Please print every record exactly as it stands, leaving out the pictures.

START Data supplied

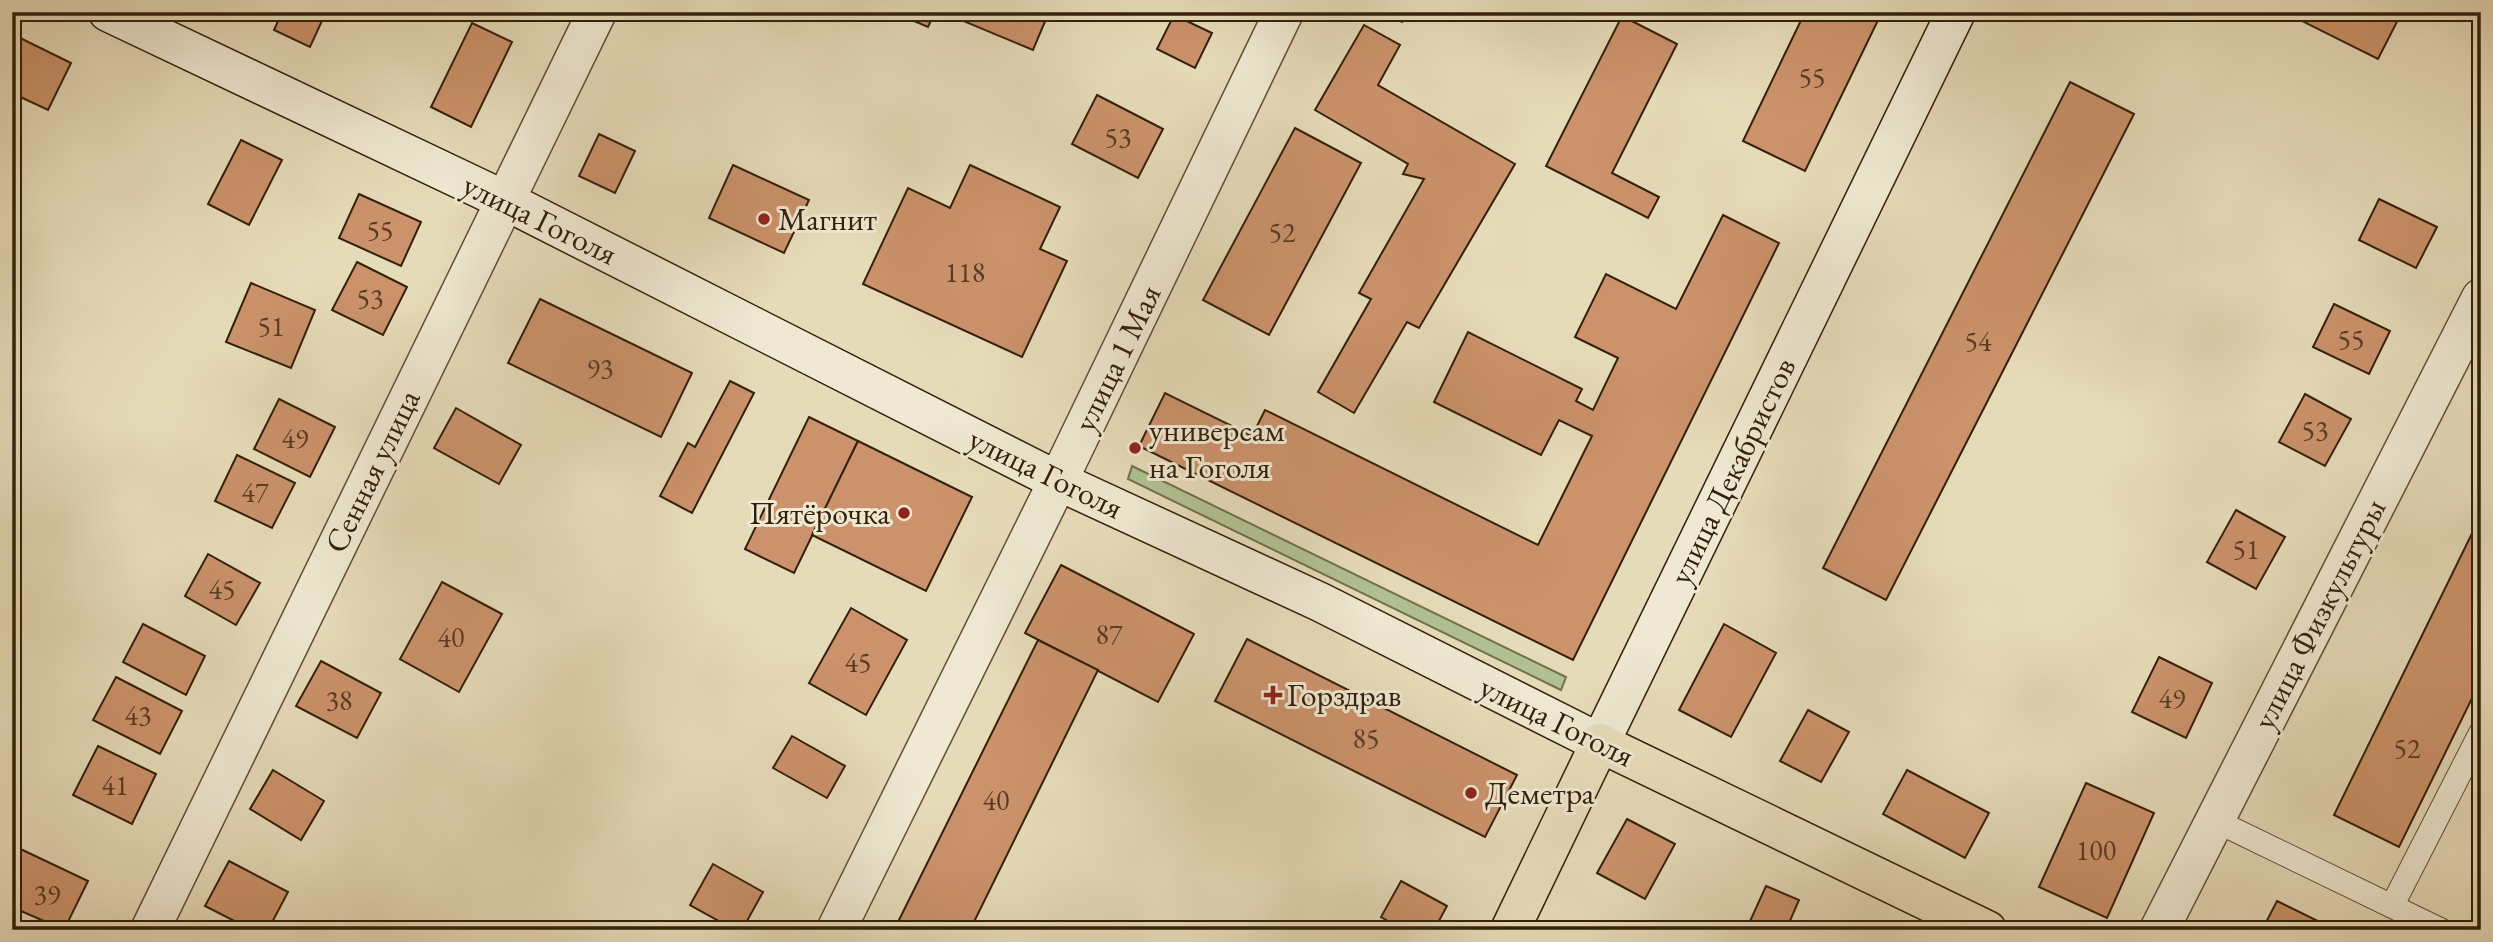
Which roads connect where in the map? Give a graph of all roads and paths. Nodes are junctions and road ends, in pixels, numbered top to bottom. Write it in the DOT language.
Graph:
graph roads {
  1 [pos="108,12"];
  2 [pos="597,12"];
  3 [pos="1284,12"];
  4 [pos="1956,12"];
  5 [pos="504,200"];
  6 [pos="2481,298"];
  7 [pos="1058,481"];
  8 [pos="2481,732"];
  9 [pos="1600,743"];
  10 [pos="2214,820"];
  11 [pos="2392,906"];
  12 [pos="150,930"];
  13 [pos="836,930"];
  14 [pos="1510,930"];
  15 [pos="1987,930"];
  16 [pos="2159,930"];
  17 [pos="2441,930"];
  1 -- 5 [label="street, улица Гоголя"];
  2 -- 5 [label="street, Сенная улица"];
  3 -- 7 [label="street, улица 1 Мая"];
  4 -- 9 [label="street, улица Декабристов"];
  5 -- 7 [label="street, улица Гоголя"];
  5 -- 12 [label="street, Сенная улица"];
  6 -- 10 [label="street, улица Физкультуры"];
  7 -- 9 [label="street, улица Гоголя"];
  7 -- 13 [label="street, улица 1 Мая"];
  8 -- 11 [label="lane"];
  9 -- 14 [label="main road, улица Декабристов"];
  9 -- 15 [label="main road, улица Гоголя"];
  10 -- 11 [label="lane"];
  10 -- 16 [label="street, улица Физкультуры"];
  11 -- 17 [label="lane"];
}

END Data supplied

Response area —
Which roads connect where in the map? Give a graph of all roads and paths. Nodes are junctions and road ends, in pixels, numbered top to bottom. Write it in the DOT language.
Graph:
graph roads {
  1 [pos="108,12"];
  2 [pos="597,12"];
  3 [pos="1284,12"];
  4 [pos="1956,12"];
  5 [pos="504,200"];
  6 [pos="2481,298"];
  7 [pos="1058,481"];
  8 [pos="2481,732"];
  9 [pos="1600,743"];
  10 [pos="2214,820"];
  11 [pos="2392,906"];
  12 [pos="150,930"];
  13 [pos="836,930"];
  14 [pos="1510,930"];
  15 [pos="1987,930"];
  16 [pos="2159,930"];
  17 [pos="2441,930"];
  1 -- 5 [label="street, улица Гоголя"];
  2 -- 5 [label="street, Сенная улица"];
  3 -- 7 [label="street, улица 1 Мая"];
  4 -- 9 [label="street, улица Декабристов"];
  5 -- 7 [label="street, улица Гоголя"];
  5 -- 12 [label="street, Сенная улица"];
  6 -- 10 [label="street, улица Физкультуры"];
  7 -- 9 [label="street, улица Гоголя"];
  7 -- 13 [label="street, улица 1 Мая"];
  8 -- 11 [label="lane"];
  9 -- 14 [label="main road, улица Декабристов"];
  9 -- 15 [label="main road, улица Гоголя"];
  10 -- 11 [label="lane"];
  10 -- 16 [label="street, улица Физкультуры"];
  11 -- 17 [label="lane"];
}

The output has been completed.